CAPÍTULO 6: Back to the start (Volver al principio)

Clarke se quitó la chaqueta de cuero y la dejó sobre el césped. Se secó el sudor de la frente con el reverso de la mano y miró fijamente al muchacho frente a ella. El chico se pasó una mano apartando su flequillo rubio hacia un lado y luego agarró la vara con las dos manos, colocándose en posición de ataque.

—Venga, otra vez —le dijo.

Clarke se agachó y agarró su vara del suelo decida a no dejarse humillar nuevamente por aquel crío. Lo fulminó con la mirada y él le devolvió un gesto serio.

—¿Lista? —le preguntó, pero antes de que pudiera contestarle el chico arremetió contra ella. Clarke elevó el palo sobre sus ojos en un gesto de reflejo y pudo parar el golpe.
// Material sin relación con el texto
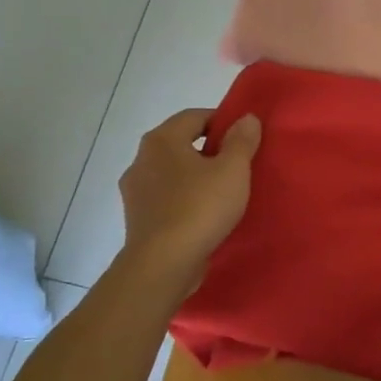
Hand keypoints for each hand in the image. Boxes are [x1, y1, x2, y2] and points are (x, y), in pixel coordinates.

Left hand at [118, 108, 260, 295]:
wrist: (163, 264)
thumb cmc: (200, 207)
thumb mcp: (233, 170)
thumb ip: (241, 140)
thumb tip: (246, 118)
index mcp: (162, 140)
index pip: (195, 116)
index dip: (222, 122)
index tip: (244, 138)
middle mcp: (141, 159)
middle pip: (181, 143)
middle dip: (209, 150)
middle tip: (237, 164)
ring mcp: (134, 190)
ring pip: (172, 172)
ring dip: (195, 176)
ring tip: (222, 192)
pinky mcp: (136, 218)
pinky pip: (166, 198)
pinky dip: (184, 199)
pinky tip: (203, 214)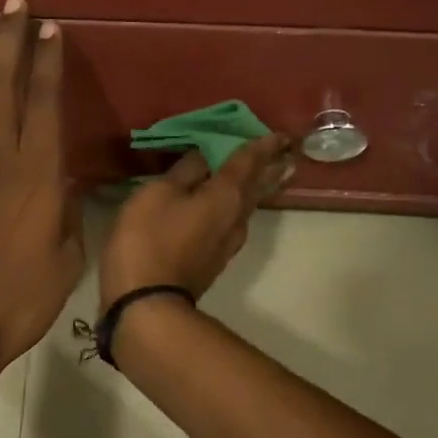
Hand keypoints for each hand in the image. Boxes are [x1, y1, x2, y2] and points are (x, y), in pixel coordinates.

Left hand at [0, 0, 83, 385]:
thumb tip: (61, 182)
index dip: (48, 62)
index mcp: (37, 174)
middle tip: (15, 6)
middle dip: (10, 41)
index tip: (50, 29)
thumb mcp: (66, 256)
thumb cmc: (21, 298)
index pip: (45, 103)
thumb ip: (66, 210)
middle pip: (3, 86)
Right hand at [99, 134, 294, 308]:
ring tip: (272, 173)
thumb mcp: (158, 194)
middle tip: (289, 152)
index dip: (262, 145)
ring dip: (262, 187)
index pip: (248, 162)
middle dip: (272, 167)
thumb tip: (205, 155)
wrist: (148, 304)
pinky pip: (236, 220)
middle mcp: (236, 216)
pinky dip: (241, 204)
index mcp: (225, 194)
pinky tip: (236, 204)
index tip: (281, 134)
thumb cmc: (149, 240)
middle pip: (258, 186)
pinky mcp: (216, 259)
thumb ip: (184, 171)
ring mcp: (228, 242)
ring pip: (249, 205)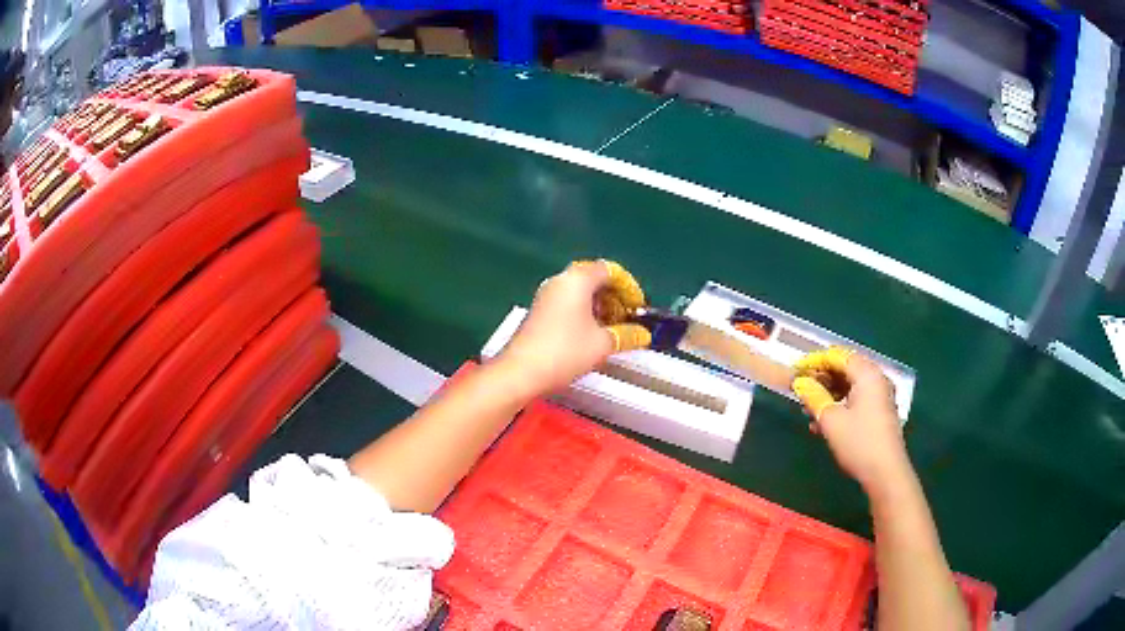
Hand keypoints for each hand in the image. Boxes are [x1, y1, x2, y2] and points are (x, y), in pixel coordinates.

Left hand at [498, 260, 651, 394]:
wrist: (520, 371)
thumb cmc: (565, 351)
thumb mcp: (602, 344)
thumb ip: (627, 335)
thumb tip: (644, 334)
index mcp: (578, 280)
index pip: (610, 270)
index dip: (629, 287)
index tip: (638, 307)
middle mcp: (561, 280)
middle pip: (594, 279)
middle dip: (614, 297)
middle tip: (627, 319)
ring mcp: (547, 295)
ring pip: (580, 292)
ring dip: (600, 306)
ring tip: (613, 330)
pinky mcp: (539, 311)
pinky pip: (568, 303)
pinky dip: (584, 313)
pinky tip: (591, 335)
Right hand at [792, 347, 910, 490]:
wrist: (885, 473)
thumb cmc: (858, 442)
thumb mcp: (831, 420)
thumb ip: (814, 397)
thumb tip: (799, 383)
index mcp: (867, 374)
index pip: (838, 356)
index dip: (814, 361)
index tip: (795, 371)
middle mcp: (876, 379)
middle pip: (845, 369)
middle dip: (821, 378)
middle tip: (800, 390)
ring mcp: (879, 397)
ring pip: (849, 386)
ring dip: (828, 394)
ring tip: (808, 409)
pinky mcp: (879, 413)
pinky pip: (856, 399)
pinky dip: (839, 405)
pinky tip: (822, 423)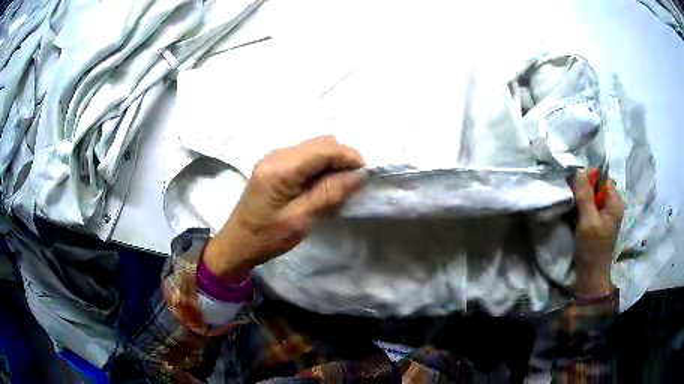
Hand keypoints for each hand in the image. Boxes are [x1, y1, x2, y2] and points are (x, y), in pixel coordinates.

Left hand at [203, 136, 365, 279]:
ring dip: (332, 162)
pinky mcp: (274, 164)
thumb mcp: (301, 219)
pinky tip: (322, 184)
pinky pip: (305, 156)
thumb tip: (359, 175)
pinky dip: (320, 165)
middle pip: (320, 143)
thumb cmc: (267, 237)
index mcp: (280, 168)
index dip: (350, 157)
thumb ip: (330, 193)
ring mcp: (274, 157)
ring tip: (340, 186)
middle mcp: (277, 154)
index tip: (366, 176)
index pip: (325, 148)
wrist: (237, 243)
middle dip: (343, 158)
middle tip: (354, 183)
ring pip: (314, 147)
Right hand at [571, 169, 623, 296]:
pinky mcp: (598, 221)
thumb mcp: (588, 221)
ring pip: (591, 195)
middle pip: (596, 185)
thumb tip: (577, 171)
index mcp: (614, 202)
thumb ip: (584, 196)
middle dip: (582, 189)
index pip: (602, 177)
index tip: (574, 186)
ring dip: (580, 200)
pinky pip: (588, 205)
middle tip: (572, 201)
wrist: (590, 276)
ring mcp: (605, 213)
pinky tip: (574, 217)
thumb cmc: (592, 250)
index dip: (588, 178)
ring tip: (572, 211)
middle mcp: (611, 204)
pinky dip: (580, 208)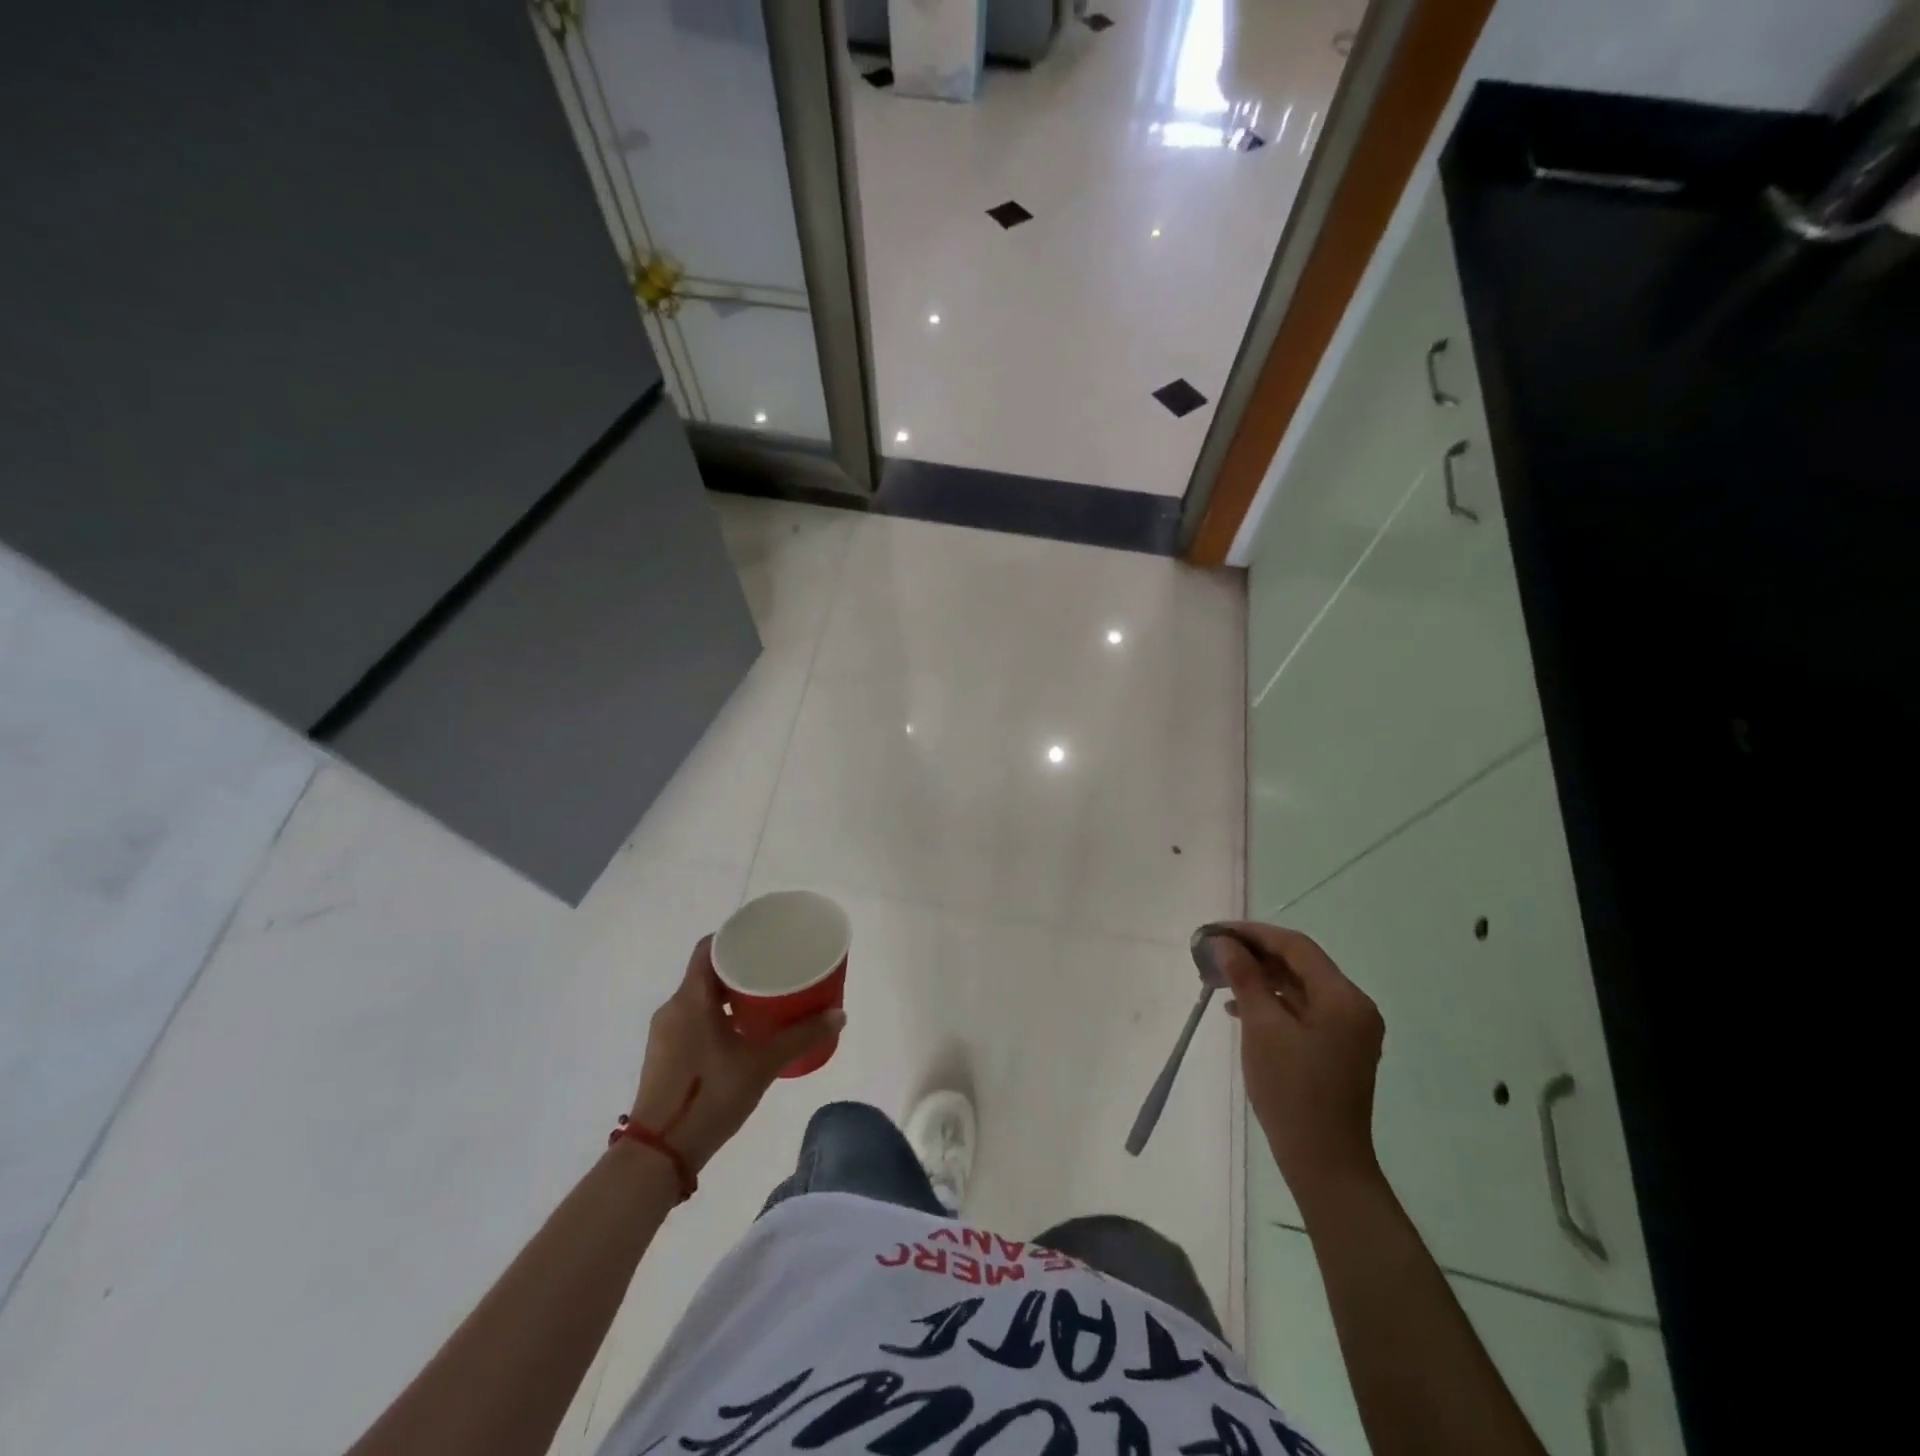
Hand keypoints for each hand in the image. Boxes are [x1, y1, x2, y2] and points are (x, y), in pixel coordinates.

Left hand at [628, 936, 844, 1172]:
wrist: (659, 1155)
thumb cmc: (709, 1096)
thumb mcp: (762, 1064)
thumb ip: (801, 1036)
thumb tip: (839, 1015)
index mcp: (690, 998)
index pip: (709, 947)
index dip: (734, 935)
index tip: (763, 936)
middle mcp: (673, 1008)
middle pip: (707, 972)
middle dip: (740, 967)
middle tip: (774, 968)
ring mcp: (665, 1034)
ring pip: (700, 998)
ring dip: (729, 995)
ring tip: (765, 999)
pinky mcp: (664, 1057)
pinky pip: (693, 1020)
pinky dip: (718, 1016)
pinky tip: (743, 1033)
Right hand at [1217, 922, 1385, 1204]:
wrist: (1324, 1163)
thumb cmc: (1292, 1090)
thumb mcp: (1262, 1027)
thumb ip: (1244, 978)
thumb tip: (1225, 943)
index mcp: (1343, 998)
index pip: (1296, 946)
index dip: (1254, 933)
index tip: (1217, 932)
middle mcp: (1353, 1007)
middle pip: (1299, 965)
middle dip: (1255, 955)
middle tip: (1214, 953)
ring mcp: (1348, 1031)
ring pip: (1298, 988)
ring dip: (1260, 980)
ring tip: (1219, 980)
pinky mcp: (1337, 1050)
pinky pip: (1302, 1012)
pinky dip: (1271, 1004)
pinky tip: (1239, 1011)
—¡Eh! —se quejó ella; sin embargo, él continuó su ataque, con una velocidad que apenas le dio tiempo a Clarke a defenderse y terminó por resbalarse por culpa de la humedad del césped. Cayó por enésima vez al suelo.

El chico comenzó a reírse apoyando un extremo de la barra en el suelo y sosteniéndose contra ella a modo de bastón.

—Oye, no te rías, esto es más difícil de lo que parece —se quejó Clarke mientras se sentaba sobre el suelo y sacudía la suciedad de su pantalón.

—No lo haces tan mal… pero mejor descansamos un rato —dijo él sin poder borrar la sonrisa de su boca—. Te llevo algunos años de ventaja en el entrenamiento, pero tienes buenos reflejos y fuerza, sólo tienes que pulir tu técnica… bastante.

—Los niños del Arca no nos dedicábamos a la lucha —respondió ella con un suspiro—. La vida en el espacio era muy diferente… Pero gracias por enseñarme, Aden.

—No hay problema —le respondió el chico mientras se sentaba a su lado—. Lexa me lo pidió a mí personalmente y estoy encantando. La gente dice cosas sobre el pueblo celeste, pero tú eres genial. Ya entiendo por qué a Lexa le gustas.

El corazón de Clarke dio un vuelco y enseguida sintió un rubor incontrolable en sus mejillas. Aden la miró confuso.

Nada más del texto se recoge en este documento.